INSTRUCTIONS FOR THE TASK: Report each line of the entries that contains the word "Montrose", copied in full.

[Collected data entries]
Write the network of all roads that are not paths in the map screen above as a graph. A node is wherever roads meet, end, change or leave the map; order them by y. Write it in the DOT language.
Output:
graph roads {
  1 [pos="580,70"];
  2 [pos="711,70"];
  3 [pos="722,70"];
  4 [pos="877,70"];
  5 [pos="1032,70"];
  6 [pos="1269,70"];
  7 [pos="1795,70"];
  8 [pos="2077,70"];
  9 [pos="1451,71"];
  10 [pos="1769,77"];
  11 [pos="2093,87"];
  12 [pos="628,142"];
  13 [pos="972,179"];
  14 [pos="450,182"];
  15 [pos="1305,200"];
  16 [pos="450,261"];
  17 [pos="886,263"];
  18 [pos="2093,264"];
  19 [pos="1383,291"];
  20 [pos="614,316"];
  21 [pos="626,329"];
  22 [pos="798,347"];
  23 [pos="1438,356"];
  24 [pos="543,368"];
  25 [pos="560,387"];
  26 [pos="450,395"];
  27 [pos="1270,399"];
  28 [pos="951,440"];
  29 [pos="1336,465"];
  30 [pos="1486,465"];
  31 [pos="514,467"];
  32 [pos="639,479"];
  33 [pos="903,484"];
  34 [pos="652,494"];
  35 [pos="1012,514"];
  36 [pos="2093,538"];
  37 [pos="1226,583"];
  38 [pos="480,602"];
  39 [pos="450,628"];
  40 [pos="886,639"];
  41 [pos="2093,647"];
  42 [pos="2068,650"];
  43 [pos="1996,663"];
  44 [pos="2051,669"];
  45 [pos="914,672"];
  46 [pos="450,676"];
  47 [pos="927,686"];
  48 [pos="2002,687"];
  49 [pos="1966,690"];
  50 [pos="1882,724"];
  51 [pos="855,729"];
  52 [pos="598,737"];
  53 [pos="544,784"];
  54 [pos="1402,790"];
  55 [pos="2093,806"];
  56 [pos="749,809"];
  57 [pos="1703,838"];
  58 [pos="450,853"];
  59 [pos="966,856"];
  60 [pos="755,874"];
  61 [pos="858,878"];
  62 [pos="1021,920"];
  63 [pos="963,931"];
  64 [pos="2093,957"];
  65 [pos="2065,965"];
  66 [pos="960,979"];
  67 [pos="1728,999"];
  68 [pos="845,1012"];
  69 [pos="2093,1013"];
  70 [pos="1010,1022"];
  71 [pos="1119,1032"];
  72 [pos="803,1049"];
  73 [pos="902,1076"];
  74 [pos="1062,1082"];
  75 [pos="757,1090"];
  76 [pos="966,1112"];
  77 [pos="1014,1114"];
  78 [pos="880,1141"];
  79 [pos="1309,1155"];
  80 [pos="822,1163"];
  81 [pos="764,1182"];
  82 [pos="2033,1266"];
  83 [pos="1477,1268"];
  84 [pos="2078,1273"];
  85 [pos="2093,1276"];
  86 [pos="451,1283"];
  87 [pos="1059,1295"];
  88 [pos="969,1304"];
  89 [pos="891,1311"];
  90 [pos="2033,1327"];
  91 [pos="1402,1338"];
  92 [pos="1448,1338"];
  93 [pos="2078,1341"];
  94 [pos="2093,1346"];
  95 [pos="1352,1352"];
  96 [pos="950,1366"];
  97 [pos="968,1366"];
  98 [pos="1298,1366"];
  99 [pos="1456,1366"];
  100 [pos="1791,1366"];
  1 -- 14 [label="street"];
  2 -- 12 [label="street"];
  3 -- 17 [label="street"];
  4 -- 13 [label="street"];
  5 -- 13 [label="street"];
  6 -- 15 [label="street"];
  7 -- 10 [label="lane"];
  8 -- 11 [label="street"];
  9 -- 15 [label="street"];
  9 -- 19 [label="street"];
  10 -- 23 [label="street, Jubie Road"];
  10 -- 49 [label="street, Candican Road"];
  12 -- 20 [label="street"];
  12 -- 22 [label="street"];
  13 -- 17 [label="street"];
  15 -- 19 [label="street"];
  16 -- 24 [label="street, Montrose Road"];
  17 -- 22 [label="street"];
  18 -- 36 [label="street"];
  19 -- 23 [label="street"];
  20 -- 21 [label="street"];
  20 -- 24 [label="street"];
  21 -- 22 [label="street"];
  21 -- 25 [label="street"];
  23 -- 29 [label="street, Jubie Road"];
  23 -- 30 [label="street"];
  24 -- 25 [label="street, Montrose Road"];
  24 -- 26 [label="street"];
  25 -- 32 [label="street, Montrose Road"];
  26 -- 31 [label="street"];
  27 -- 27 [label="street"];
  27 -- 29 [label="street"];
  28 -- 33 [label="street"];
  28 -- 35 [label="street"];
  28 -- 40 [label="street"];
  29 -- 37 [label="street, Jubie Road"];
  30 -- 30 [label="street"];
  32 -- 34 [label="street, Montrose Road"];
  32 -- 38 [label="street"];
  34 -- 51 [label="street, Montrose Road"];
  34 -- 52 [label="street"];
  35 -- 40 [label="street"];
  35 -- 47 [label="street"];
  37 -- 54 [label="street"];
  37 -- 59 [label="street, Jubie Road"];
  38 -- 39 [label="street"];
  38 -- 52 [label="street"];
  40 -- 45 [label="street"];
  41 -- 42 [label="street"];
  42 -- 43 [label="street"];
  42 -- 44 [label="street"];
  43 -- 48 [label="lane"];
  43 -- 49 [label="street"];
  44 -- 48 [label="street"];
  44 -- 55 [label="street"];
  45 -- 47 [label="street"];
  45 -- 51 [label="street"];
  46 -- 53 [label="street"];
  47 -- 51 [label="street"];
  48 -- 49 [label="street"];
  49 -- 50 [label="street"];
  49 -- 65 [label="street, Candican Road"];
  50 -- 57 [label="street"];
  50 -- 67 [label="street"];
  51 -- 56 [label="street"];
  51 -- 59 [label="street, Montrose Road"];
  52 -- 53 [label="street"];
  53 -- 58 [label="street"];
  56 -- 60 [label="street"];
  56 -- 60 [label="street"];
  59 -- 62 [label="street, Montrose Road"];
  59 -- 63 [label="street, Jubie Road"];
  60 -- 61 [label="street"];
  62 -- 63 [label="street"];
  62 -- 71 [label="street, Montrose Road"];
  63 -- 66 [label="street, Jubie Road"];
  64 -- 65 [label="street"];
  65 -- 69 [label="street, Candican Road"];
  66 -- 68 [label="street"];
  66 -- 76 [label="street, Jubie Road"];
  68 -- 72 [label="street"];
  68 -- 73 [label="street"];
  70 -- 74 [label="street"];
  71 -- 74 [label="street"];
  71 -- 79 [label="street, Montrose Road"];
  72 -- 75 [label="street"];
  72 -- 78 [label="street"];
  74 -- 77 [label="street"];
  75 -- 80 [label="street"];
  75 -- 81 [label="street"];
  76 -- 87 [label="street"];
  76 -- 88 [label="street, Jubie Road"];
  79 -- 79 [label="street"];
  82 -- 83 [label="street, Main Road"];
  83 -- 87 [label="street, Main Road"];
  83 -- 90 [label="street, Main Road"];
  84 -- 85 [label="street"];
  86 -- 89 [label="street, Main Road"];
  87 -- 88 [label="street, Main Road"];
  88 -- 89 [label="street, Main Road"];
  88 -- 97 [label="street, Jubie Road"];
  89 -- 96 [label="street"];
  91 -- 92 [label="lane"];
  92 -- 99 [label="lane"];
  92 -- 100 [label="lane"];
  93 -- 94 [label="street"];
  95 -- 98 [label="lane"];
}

EXERCISE RESULT:
  16 -- 24 [label="street, Montrose Road"];
  24 -- 25 [label="street, Montrose Road"];
  25 -- 32 [label="street, Montrose Road"];
  32 -- 34 [label="street, Montrose Road"];
  34 -- 51 [label="street, Montrose Road"];
  51 -- 59 [label="street, Montrose Road"];
  59 -- 62 [label="street, Montrose Road"];
  62 -- 71 [label="street, Montrose Road"];
  71 -- 79 [label="street, Montrose Road"];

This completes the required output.